Marc-Andre Lemburg <m...@egenix.com> added the comment:

Marc-Andre Lemburg wrote:
> 
> 1. The security implications in all this is being somewhat overemphasized.
> 
> There are many ways you can do a DoS attack on web servers. It's the
> responsibility of the used web frameworks and servers to deal with
> the possible cases.
> 
> It's a good idea to provide some way to protect against hash
> collision attacks, but that will only solve one possible way of
> causing a resource attack on a server.
> 
> There are other ways you can generate lots of CPU overhead with
> little data input (e.g. think of targeting the search feature on
> many Zope/Plone sites).
> 
> In order to protect against such attacks in general, we'd have to
> provide a way to control CPU time and e.g. raise an exception if too
> much time is being spent on a simple operation such as a key insertion.
> This can be done using timers, signals or even under OS control.
> 
> The easiest way to protect against the hash collision attack is by
> limiting the POST/GET/HEAD request size.
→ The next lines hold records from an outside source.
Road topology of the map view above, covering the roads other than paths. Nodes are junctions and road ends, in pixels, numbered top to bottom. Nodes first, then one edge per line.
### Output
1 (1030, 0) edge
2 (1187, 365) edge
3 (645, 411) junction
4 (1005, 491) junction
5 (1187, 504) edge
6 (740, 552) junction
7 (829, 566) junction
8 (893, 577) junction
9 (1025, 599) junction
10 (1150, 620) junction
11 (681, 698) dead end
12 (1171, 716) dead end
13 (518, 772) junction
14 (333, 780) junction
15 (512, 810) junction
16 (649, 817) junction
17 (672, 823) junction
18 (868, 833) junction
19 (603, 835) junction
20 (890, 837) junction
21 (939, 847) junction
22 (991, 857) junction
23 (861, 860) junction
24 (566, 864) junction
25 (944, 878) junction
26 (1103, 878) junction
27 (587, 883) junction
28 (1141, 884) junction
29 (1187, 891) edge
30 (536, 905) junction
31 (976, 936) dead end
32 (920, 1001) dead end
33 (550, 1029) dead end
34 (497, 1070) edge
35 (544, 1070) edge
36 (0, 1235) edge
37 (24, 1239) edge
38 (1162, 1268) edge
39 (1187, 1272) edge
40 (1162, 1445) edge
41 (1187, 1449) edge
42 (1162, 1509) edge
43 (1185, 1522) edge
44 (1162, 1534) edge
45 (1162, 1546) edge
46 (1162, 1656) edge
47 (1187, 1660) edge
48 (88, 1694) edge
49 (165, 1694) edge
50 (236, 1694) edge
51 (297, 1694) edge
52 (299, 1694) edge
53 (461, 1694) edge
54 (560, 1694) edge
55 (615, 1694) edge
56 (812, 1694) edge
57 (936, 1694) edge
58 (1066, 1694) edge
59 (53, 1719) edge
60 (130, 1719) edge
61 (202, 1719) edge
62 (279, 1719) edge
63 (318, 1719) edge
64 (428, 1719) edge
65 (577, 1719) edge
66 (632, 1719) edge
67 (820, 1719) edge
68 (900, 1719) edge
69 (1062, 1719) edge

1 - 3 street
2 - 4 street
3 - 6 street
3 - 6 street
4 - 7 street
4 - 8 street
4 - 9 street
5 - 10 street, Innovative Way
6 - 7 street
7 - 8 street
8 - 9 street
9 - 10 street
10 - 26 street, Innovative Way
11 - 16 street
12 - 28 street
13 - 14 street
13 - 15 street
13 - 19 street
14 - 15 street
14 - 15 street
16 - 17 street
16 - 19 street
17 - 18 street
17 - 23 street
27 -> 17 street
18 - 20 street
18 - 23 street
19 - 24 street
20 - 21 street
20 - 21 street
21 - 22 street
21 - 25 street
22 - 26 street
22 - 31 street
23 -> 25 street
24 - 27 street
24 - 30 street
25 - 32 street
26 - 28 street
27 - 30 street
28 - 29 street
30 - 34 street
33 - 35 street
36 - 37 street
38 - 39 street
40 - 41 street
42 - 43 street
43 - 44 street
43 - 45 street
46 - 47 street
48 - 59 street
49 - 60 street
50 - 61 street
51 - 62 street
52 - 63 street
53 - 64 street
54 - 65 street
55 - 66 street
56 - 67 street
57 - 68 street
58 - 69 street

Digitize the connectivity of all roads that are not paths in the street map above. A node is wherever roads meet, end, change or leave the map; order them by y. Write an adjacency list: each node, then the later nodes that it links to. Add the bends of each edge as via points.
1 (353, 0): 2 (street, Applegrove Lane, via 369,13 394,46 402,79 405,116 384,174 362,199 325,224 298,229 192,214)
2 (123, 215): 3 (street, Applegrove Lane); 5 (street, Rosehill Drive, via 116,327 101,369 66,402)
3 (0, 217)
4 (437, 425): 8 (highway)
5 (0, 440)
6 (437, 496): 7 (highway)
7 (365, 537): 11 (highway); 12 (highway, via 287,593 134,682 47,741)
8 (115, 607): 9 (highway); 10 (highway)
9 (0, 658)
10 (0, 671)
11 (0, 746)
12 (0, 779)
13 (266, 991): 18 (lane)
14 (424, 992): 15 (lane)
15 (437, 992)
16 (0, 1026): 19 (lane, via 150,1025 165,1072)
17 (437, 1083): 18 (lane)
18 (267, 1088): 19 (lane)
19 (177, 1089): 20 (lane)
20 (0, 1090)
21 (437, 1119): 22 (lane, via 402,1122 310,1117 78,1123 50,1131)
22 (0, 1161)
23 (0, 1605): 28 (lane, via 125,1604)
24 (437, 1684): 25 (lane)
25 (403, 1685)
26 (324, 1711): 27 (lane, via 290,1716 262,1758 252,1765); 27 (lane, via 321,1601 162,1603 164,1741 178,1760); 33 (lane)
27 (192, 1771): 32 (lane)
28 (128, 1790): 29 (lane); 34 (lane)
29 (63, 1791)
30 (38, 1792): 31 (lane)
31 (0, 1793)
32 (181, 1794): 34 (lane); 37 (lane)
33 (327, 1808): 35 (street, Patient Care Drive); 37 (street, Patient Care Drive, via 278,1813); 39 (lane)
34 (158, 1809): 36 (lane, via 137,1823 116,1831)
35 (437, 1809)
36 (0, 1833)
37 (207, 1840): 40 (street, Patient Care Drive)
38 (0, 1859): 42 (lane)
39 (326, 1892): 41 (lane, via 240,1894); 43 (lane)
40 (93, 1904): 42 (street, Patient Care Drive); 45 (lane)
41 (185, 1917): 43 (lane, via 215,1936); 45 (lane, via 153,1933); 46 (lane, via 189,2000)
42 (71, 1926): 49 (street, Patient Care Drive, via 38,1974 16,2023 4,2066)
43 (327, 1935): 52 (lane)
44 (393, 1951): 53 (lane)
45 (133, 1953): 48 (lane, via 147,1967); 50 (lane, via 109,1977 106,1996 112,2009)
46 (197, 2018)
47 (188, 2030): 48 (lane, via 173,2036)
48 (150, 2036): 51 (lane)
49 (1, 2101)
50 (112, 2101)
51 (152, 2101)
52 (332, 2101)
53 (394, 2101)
For GET and HEAD, web servers normally already apply such limitations
at rather low levels:

http://stackoverflow.com/questions/686217/maximum-on-http-header-values

So only HTTP methods which carry data in the body part of the HTTP
request are effected, e.g. POST and various WebDAV methods.

> The second best way would be to limit the number of parameters that a
> web framework accepts for POST/GET/HEAD request.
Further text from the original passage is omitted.